At last year’s hacker convention in New York (I still think that’s funny. Are there bank robber conventions? Tax cheater conferences? Hotel-towel-stealer meetings? ) there was a session on informants who rat out fellow hackers to the FBI. One outraged conventioneer was heard shouting at an informant, “What you did is worse than treason. I think you belong in Guantanamo.” Fascinating.
The story also featured an interview with Kevin Mitnick, a talented hacker who had served a five-year prison sentence for computer fraud. Mitnick is now an information security consultant. I think that means he effortlessly hacks into databases to identify tempting gaps in security so that they can be closed. He said, “When I was a hacker it was all about pursuit of knowledge, getting a bite of the forbidden apple, so to speak…Today it’s all changed. I mean, the trend of hacking today is all profit….”
Just a new expression of a timeless desire
Nothing has changed. Knowledge that has been declared off-limits by the knowledge holder has always been seductively attractive. A computer hacker with free access to more on-line information than any one person can possibly handle will fixate on protected data. A baby crawling among dozens of entertaining age-appropriate toys will doggedly return to the remote control or the iPad or the telephone. Two people named Adam and Eve lived in a perfect environment and liberally enjoyed a variety of luscious fruit, until they insisted on tasting the one that was forbidden.

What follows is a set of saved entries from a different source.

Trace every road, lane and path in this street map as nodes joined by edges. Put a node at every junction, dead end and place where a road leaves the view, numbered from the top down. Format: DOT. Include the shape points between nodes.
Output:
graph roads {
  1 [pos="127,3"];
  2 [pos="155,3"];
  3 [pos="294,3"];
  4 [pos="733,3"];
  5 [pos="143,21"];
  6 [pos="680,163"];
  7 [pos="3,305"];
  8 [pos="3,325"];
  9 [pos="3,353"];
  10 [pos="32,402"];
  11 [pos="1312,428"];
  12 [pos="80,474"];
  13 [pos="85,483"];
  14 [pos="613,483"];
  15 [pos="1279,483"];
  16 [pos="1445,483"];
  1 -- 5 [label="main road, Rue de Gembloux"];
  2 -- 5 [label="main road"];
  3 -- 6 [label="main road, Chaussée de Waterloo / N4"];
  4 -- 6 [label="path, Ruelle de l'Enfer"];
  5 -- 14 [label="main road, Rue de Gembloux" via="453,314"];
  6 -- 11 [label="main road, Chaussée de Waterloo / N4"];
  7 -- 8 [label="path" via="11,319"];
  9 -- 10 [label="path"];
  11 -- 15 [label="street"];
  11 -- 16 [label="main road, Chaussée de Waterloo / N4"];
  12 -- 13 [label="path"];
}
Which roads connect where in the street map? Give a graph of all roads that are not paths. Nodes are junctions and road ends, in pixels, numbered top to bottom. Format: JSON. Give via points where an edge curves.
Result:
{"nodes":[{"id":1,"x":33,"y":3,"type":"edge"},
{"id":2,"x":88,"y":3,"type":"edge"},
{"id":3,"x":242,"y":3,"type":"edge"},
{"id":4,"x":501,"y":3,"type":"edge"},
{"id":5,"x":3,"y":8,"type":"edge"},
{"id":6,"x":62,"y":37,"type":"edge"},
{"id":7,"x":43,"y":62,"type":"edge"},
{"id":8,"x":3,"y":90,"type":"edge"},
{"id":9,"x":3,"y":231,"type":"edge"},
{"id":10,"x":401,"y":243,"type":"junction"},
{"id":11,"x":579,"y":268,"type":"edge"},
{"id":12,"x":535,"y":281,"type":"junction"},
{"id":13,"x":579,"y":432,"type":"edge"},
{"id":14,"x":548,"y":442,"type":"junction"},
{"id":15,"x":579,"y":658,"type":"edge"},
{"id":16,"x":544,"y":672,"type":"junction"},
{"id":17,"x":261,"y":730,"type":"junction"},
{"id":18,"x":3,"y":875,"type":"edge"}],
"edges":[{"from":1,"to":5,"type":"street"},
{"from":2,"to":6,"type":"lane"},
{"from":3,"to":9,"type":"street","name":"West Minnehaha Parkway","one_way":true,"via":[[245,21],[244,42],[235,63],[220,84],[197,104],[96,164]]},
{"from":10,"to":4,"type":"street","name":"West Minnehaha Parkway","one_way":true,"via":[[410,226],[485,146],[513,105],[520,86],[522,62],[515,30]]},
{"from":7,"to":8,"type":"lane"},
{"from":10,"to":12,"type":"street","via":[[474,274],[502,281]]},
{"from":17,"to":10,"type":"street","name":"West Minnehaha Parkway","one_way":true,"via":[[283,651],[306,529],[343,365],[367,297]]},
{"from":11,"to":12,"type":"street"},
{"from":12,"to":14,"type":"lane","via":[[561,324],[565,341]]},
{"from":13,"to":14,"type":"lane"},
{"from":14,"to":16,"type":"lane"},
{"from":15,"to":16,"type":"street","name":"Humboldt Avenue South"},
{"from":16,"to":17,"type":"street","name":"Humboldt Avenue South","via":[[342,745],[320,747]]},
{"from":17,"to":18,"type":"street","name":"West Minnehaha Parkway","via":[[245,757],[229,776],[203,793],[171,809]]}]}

They thought the hidden knowledge would benefit them, instead it confused them. They were told it would make them more like God, but it distanced them from Him. They thought it would be satisfying, but it left them unfulfilled and frustrated. Like the baby stuck in a playpen for his own safety and the hacker behind prison bars, Adam and Eve and all of humanity after them have been imprisoned by our insistence on knowing what we were not meant to know.
The human race is like a big hacker convention, making our own rules and expressing indignation when they are violated, never recognizing the incongruity of enforcing our ethical standards while blatantly disregarding God’s or of attempting to appropriate his knowledge while rejecting Him.
Hope for Hackers
Thankfully, God did not send an informant from some heavenly bureau of investigation into our midst to trap us in our sin. No need for that; he knows it all anyway. He sent Jesus, not to put us behind bars but to free us from our self-imposed cages. He is the full revelation of God, therefore, in Him is all the knowledge we really need.
What kind of off-limits knowledge do you desire? I often want to understand the “why” of things that don’t make sense to me. I am tantalized by provocative passages in the Bible that raise more questions than provide answers. Does our fascination with the unknown keep us from fully understanding and following that which has been made clearly known?